PT: Summarize the book.
CB: A 12-year-old boy named Newell Ewing goes out one Saturday night in Las Vegas and never comes home. My novel follows what happens to him on the night he disappears and the next year in the lives of his parents after he goes missing. Along the way, the narrative includes the stories of people whose lives intersect with Newell on that fateful night. These include his best friend, an older kid named Kenny, an awkward artist; a comic book artist named Bing Beiderbixxe; the ambitious stripper Cheri Blossom and her punked-out boyfriend Ponyboy. Gradually, the stories expand into the worlds of adult entertainment and also teen runaways. There’s also hope and some jokes.
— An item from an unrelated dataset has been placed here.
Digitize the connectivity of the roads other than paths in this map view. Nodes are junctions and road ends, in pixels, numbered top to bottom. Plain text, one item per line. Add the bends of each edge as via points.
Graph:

PT: How did you get into writing?
CB: As a little, little one my mom read to me a lot, and when I was small, I devoured the Encyclopedia Brown series and books like that. I had two older brothers: One was into football and comics, the other into basketball. And when I was around the age of 12 or 13, I was a serious comic book geek. Later, I tried and failed miserably at playing basketball, but became addicted to sports pages, specifically sports columnists like Jim Murray and Scott Ostler. But even as an undergrad, I wasn’t into fiction; [I] didn’t even read the books that were assigned in lit classes. It wasn’t until after college, working in a clothes store in L.A., that I started reading contemporary fiction. And that saved and changed my life. I was blown away by what writers were able to do with plot and character. Worlds of possibilities opened up to me at that point, and I started wanting to try to create the same magic Rick Moody, or David Foster Wallace or William Vollmann made look so effortless on the page.
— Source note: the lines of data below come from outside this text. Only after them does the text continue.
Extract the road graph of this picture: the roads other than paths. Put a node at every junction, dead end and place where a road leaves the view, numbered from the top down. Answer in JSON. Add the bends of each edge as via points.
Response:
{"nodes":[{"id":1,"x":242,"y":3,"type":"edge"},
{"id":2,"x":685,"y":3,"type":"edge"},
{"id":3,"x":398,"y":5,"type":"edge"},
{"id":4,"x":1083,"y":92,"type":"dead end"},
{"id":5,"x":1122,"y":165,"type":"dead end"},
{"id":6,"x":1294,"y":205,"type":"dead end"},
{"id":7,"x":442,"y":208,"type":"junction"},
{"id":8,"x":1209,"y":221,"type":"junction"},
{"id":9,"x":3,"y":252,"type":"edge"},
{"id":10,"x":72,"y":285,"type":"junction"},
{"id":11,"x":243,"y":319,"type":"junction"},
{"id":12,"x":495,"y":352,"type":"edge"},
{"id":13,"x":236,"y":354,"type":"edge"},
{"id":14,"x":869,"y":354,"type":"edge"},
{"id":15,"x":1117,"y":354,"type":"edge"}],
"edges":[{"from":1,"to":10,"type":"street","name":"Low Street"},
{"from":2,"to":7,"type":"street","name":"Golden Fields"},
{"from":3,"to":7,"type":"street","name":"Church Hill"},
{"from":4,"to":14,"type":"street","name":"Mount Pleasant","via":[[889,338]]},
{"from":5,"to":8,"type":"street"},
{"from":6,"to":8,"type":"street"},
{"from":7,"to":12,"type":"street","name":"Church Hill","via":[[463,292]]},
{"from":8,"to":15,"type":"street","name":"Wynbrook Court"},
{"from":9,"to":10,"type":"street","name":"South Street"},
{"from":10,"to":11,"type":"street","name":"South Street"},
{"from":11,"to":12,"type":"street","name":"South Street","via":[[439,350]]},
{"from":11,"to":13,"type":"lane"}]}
PT: Does Vegas bleed into your writing?
CB: My parents have a pawn shop in downtown Las Vegas. There’s now three generations of my family who have operated pawn shops in Las Vegas. Obviously, that influenced me. I also don’t think you can grow up seeing all the glitz and glamour and not have it influence you. In my case, I think both the glitzy and the broken sides of the city had a huge effect. They helped shape just how I see the world and how I move through it. Having said this, I tried to avoid writing about Vegas when I started grad school. While I appreciated the bizarre and unique aspects of Vegas and kind of basked in its reputation as a place where normal standards of behavior don’t apply, I also was trying to mentally move away from it, to write about worlds and places that wouldn’t make the pieces thinly veiled biography or stories about my family. I tried to place my work in places I got to know after I left Vegas, for example a short story set in New Orleans, where I had spent some time, or New York, my new home, or even somewhere I’d never been before, like Moscow. The first short story I ever published, actually, took place in Moscow, and when one editor saw it she called me, thinking I was Russian. She wanted a book of Russian short stories, and I had to tell her that I’d never been to Moscow and had made up the story and had to study a Fodor’s travel guide to get the streets right.
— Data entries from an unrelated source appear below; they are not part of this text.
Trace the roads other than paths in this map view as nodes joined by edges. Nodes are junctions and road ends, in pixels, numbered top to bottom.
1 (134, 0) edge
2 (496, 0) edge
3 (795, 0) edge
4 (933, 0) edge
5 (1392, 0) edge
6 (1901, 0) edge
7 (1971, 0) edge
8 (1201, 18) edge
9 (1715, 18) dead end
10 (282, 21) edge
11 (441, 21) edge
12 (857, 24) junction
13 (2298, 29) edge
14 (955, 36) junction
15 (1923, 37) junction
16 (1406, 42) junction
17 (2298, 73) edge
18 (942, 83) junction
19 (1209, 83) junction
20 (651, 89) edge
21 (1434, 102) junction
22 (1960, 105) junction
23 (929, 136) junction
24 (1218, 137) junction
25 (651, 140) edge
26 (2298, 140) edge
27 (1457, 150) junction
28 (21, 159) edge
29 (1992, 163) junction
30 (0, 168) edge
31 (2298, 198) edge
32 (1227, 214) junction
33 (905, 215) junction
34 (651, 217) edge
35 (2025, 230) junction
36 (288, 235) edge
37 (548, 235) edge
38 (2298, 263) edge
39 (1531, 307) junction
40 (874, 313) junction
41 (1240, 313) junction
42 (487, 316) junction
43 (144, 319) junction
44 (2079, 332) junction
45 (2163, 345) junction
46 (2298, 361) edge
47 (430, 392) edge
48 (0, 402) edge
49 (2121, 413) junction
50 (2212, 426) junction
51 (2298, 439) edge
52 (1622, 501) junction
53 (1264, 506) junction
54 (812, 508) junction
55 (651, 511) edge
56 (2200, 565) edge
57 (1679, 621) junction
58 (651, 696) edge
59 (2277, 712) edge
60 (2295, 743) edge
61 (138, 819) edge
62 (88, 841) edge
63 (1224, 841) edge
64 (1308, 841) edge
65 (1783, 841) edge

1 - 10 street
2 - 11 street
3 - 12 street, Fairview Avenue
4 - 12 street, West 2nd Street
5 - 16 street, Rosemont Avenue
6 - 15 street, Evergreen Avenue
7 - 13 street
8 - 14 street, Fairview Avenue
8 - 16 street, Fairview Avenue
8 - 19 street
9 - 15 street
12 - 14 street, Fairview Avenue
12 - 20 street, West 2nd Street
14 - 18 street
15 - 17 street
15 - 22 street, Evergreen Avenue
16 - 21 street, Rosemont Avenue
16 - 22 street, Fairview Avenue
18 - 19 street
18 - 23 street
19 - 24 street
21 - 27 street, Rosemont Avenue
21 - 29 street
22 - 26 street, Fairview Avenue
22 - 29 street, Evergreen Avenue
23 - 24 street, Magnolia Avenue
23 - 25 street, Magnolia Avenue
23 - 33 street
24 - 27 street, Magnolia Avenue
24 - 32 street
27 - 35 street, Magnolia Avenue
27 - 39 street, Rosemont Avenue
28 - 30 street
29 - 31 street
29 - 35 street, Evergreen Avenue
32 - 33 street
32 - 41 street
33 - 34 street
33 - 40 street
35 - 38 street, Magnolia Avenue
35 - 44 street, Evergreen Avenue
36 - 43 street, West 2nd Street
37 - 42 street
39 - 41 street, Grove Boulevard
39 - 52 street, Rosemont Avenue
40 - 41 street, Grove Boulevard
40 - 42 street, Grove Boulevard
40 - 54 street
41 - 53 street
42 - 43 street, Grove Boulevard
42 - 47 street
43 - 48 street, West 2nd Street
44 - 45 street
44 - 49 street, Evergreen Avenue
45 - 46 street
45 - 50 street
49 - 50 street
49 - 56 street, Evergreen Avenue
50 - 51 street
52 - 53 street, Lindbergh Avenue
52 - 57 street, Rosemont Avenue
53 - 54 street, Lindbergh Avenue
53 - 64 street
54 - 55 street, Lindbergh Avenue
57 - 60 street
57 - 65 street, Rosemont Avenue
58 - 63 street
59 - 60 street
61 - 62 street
PT: Leaving Las Vegas has helped you as a writer?
CB: I think distance and perspective helps any writer. I started this book when I was around 25. I left Las Vegas as a college student trying to find himself. This book was written over 11 years, and during that time I had a lot of crappy jobs and did just enough to keep my head near the water line, all so I could hoard time to write. I am of the school that says you can do it fast or you can do it right.